Principal mapping - Amazon Q Business

Principal mapping

Amazon Q Business uses principal mapping to map users and groups with permissions to access an Amazon Q Business application to their user ids and group membership information within the data sources that are connected to the application.

Although user and group mapping is a synchronous, simultaneous process, the following sections explain them separately for conceptual clarity.

User mapping

Each Amazon Q Business application can have multiple data sources connected to it. Each data source can have specific users and groups configured within it. Additionally, a user can be associated with multiple groups within a data source, or be attached to multiple groups across multiple data sources. A user attached to multiple data sources can also have different user IDs within these data sources.

A unique end user who signs in to an Amazon Q Business application must see only chat responses generated from documents that they have access to. To achieve that objective, Amazon Q Business maps their user IDs and group IDs within each data source to their identity provider (IdP) login credentials. Then, Amazon Q Business creates a universally unique identifier (UUID) to assign to each user. Using the UUID that it creates, Amazon Q Business stores a comprehensive mapping of the user’s group membership in an application. During chat, Amazon Q Business checks this UUID that's stored in its user store and retrieves user access information to generate chat responses.

The User Store feature also supports the following user management scenarios:

  • An end user leaves your organization.

    When an end user leaves your organization, you can choose to delete the user from your user store.
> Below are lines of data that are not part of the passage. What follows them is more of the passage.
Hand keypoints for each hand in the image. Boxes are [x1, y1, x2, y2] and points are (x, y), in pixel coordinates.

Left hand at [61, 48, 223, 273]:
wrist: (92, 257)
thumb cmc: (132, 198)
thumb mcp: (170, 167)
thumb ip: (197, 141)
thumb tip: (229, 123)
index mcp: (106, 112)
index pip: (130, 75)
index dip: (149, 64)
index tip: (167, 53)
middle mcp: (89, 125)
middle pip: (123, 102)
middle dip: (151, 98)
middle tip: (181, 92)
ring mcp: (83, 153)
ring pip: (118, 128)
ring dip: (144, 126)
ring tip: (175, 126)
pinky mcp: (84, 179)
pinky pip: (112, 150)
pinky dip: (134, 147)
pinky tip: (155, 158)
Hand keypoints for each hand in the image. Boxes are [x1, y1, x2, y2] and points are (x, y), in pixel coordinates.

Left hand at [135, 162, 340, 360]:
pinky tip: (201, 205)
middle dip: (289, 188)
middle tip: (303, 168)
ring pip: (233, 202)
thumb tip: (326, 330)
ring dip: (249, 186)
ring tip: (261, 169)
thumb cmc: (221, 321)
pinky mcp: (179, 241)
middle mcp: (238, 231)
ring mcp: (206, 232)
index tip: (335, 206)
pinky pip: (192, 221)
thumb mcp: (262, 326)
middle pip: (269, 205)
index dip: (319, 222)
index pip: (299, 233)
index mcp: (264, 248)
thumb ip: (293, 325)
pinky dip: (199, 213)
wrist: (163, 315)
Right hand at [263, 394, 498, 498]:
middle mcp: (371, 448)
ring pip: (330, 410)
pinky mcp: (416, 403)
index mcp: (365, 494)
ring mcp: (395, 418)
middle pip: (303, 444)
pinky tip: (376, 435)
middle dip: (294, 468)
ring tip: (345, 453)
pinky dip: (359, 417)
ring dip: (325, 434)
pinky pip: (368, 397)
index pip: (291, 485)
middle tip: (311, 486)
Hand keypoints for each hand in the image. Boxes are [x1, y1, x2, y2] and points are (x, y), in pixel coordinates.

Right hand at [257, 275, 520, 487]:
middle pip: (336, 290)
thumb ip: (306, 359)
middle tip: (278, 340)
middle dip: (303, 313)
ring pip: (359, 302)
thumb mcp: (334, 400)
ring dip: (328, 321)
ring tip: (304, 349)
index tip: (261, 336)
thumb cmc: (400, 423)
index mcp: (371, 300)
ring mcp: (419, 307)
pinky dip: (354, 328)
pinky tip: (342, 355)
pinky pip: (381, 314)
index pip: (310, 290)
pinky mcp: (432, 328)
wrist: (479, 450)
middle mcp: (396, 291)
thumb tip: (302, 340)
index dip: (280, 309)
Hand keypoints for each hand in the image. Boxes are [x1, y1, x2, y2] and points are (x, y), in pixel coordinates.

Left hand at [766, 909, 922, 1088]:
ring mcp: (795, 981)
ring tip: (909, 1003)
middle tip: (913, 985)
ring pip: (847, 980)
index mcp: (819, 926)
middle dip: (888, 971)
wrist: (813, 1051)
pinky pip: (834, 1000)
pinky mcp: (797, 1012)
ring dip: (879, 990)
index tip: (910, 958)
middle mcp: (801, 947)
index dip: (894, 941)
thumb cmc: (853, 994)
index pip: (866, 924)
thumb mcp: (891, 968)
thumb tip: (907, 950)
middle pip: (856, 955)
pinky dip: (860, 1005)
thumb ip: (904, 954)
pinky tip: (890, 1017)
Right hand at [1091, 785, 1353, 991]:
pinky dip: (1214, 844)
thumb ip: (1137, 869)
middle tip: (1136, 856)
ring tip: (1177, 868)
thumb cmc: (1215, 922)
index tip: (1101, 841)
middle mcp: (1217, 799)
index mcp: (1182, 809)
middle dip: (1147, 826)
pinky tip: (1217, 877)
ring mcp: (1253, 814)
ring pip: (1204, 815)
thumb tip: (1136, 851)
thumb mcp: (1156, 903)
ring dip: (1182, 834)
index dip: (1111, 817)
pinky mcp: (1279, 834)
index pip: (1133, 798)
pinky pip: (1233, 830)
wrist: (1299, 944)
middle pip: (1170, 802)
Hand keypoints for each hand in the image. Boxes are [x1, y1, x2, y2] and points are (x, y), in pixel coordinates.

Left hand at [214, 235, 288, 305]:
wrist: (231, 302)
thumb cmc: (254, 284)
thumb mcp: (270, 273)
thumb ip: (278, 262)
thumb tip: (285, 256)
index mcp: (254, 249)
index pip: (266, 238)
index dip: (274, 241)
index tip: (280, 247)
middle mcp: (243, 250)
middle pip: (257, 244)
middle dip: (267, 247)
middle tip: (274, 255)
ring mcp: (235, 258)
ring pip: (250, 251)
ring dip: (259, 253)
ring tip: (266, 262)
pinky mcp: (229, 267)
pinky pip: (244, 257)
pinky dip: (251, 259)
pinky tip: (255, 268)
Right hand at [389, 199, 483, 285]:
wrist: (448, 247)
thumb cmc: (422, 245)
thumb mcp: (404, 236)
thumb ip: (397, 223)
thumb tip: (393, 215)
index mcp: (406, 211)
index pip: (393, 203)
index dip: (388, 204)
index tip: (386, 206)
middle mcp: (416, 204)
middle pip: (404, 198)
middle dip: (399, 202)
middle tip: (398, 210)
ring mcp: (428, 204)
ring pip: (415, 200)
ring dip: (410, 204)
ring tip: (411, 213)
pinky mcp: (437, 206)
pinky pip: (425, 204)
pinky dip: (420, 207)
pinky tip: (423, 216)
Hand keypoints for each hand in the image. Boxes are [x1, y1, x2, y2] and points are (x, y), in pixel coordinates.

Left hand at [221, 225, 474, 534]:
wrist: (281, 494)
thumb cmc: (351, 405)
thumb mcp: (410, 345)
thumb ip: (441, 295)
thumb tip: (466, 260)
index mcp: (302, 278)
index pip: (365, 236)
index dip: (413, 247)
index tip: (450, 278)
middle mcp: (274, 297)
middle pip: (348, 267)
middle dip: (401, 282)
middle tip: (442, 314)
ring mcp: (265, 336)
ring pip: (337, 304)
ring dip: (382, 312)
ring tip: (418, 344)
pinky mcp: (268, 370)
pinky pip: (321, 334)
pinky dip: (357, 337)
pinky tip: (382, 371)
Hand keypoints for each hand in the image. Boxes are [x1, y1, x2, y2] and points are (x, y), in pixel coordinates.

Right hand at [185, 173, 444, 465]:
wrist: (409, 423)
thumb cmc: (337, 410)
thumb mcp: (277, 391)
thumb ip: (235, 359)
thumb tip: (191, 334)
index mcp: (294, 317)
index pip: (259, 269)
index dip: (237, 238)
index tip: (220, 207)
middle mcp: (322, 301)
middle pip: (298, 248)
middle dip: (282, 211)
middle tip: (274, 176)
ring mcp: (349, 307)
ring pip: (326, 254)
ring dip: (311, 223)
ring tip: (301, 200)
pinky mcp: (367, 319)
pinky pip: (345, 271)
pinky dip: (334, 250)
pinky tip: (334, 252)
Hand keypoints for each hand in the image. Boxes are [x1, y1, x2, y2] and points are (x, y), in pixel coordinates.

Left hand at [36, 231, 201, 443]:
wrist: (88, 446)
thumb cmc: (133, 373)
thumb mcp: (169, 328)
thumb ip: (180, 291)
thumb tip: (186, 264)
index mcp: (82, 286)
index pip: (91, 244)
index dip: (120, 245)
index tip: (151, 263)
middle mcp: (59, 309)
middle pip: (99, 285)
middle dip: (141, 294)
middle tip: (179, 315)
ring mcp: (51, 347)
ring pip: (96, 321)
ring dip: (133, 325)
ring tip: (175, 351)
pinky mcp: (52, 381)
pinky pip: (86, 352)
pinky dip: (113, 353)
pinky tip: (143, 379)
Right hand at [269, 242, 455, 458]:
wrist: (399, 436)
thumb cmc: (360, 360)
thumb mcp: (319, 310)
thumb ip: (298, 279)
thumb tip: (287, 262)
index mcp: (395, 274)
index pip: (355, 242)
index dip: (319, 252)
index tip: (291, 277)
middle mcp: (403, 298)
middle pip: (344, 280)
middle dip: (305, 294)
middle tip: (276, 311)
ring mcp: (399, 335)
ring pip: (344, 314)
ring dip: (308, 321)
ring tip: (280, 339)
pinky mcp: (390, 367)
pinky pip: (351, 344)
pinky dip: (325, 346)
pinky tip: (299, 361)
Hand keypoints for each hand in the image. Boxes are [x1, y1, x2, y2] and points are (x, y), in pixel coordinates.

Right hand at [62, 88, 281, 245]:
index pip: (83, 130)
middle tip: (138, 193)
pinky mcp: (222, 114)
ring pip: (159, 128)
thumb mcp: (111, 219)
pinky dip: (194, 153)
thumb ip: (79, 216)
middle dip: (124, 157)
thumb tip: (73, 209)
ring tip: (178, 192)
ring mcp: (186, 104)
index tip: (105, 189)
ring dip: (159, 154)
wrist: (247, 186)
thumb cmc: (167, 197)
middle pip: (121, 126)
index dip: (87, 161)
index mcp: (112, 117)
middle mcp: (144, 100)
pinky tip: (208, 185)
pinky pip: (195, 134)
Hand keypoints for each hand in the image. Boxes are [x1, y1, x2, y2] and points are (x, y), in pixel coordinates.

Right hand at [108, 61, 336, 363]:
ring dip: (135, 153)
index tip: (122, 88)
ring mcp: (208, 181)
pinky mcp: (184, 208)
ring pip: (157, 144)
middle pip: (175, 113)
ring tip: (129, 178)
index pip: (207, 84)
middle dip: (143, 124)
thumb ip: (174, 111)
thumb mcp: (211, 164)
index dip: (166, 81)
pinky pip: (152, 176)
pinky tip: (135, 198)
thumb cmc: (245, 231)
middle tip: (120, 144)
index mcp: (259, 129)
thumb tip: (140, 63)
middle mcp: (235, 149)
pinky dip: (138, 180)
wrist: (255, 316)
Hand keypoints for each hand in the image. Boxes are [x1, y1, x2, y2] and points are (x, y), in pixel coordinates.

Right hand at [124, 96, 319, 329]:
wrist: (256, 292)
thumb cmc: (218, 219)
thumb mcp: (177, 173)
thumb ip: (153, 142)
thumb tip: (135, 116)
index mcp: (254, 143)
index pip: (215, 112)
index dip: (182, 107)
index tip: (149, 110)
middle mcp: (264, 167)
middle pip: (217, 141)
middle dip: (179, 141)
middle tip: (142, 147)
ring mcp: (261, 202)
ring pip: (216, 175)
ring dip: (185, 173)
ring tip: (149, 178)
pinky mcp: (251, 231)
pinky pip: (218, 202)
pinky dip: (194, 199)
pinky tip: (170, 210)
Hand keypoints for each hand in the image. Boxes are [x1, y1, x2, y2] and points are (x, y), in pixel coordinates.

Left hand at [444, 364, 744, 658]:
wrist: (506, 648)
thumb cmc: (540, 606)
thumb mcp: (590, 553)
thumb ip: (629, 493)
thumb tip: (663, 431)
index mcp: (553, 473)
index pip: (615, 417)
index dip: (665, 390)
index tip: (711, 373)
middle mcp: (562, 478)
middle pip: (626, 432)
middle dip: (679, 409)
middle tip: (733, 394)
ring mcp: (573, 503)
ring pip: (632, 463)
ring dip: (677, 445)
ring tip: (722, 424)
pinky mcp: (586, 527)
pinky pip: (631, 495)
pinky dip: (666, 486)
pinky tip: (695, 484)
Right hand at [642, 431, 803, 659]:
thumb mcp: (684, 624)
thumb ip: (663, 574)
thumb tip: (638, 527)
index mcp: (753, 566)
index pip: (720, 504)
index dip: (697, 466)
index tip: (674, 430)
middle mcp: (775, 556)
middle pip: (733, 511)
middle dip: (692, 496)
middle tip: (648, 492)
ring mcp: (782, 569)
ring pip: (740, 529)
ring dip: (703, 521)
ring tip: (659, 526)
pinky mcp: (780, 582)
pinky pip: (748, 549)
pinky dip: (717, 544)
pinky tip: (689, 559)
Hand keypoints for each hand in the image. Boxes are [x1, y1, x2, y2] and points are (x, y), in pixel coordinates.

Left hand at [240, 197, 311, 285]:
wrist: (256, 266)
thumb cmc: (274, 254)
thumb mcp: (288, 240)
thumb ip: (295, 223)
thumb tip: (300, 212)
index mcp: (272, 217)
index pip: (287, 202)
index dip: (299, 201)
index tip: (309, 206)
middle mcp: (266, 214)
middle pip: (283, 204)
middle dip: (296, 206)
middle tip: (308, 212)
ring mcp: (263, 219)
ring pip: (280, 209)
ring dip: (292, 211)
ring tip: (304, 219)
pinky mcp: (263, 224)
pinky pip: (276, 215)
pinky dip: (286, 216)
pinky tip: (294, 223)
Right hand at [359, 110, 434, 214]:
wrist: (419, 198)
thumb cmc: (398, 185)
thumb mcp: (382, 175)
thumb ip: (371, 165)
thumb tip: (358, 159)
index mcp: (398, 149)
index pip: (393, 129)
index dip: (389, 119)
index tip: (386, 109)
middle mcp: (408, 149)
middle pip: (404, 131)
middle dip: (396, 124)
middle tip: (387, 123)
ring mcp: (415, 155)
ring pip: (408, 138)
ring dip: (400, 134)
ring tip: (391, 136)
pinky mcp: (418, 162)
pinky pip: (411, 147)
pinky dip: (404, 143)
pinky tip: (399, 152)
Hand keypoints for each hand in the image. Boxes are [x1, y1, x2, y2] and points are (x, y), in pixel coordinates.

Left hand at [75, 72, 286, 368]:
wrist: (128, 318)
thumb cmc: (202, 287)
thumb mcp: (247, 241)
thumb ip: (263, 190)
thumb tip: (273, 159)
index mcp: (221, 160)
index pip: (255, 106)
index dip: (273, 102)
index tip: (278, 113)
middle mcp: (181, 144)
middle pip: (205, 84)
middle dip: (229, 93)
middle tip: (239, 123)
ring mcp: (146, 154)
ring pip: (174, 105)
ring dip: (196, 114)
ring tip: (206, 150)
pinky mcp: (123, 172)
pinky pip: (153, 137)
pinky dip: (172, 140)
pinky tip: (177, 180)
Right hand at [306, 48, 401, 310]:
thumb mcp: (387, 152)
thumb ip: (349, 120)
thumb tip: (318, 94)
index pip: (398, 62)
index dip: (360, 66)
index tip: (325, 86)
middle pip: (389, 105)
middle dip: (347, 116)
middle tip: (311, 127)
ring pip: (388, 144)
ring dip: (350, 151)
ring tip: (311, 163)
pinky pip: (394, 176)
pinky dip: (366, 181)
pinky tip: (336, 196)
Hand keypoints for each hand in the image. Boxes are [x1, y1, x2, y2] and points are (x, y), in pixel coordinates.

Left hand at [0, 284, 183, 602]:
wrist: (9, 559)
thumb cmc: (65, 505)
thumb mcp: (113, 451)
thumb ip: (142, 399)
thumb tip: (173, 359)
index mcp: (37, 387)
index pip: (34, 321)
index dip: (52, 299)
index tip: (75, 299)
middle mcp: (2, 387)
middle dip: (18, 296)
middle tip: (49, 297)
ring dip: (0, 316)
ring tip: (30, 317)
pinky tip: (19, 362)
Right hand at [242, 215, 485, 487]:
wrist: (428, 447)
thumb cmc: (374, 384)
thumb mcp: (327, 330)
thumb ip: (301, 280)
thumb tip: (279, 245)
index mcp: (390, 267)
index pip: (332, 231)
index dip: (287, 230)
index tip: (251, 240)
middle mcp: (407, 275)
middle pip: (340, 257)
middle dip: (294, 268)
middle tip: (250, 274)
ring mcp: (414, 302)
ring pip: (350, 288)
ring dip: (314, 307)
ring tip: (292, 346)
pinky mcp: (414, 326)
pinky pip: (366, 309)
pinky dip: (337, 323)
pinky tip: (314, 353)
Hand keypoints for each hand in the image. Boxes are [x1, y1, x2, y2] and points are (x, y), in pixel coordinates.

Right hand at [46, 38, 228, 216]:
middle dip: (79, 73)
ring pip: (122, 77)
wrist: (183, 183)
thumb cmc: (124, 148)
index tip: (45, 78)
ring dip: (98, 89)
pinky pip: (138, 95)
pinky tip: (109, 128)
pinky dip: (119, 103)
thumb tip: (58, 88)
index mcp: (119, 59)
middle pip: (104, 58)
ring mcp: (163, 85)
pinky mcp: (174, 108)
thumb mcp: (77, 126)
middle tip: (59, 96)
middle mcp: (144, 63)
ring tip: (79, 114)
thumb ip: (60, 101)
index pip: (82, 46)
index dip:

  • An end user leaves your organization, and their email gets recycled.

    Because User Store assigns each user a UUID for secure and accurate chat responses, email recycling doesn't impact the content that a user sees. Any new user within your application that's using a recycled email ID will be assigned a new UUID to be used for response generation.

  • An end user with multiple login IDs needs chat content generated from documents they access using both these login IDs.

    With User Store, you can store user aliases attached to end user UUIDs. For example, a username Saanvi Sarkar uses two login IDs to sign in to Amazon Q Business—saanvi_sarkar and saanvi_s. You can store both IDs under the same UUID to ensure their chat responses are generated from content that they access using both login IDs.

Group mapping

Each Amazon Q Business application can have multiple data sources attached to it. Each data source in an Amazon Q Business application can have multiple groups attached to it. Multiple groups can repeat across multiple data sources. Additionally, each group across data sources can also contain multiple subgroups. Each Amazon Q Business application also has an associated identity provider (IdP) that can contain group information for the users accessing the application.

A unique end user signing in to an Amazon Q Business application must see only chat responses generated from documents within groups that they have access to. To achieve that objective, Amazon Q Business does the following:

  • Automatically crawls local groups and their associated relationships from data sources during the connector configuration process.

  • Provides you with API operations to map your end users group and subgroup membership details within each data source to their IdP group membership.

Then, Amazon Q Business creates a unique user identifier (UUID) to assign to each user. Under the UUID, Amazon Q Business stores a comprehensive mapping of the user’s group membership in an application. During chat, Amazon Q Business checks this UUID that's stored in its user store and quickly retrieves group access information to generate chat responses.

The User Store feature supports the following group management scenarios:

  • Your users mapped to all groups that they have access to within an Amazon Q Business application.

    Amazon Q Business crawls all groups that a user has access to in a data source and stores this information under a user's UUID.

  • Create a subgroup of users within your application.

    For example, for a group called company_employees, you might want to create a subgroup summer_interns and specify group level access for the subgroup. You might also want to group your interns into further subgroups like product_interns and engineering_interns.

  • Map your data source groups to your IdP groups.

    A unique end user signing in to an Amazon Q Business application must see only chat responses generated from documents within groups they have access to. To support that objective, you can use Amazon Q to map your end users group membership details within each data source to their IdP group membership.

    Note

    Amazon Q Business doesn't interact or crawl this information from your IdP automatically.To ingest the relationship between data source groups and IdP groups, use the Amazon Q Business API.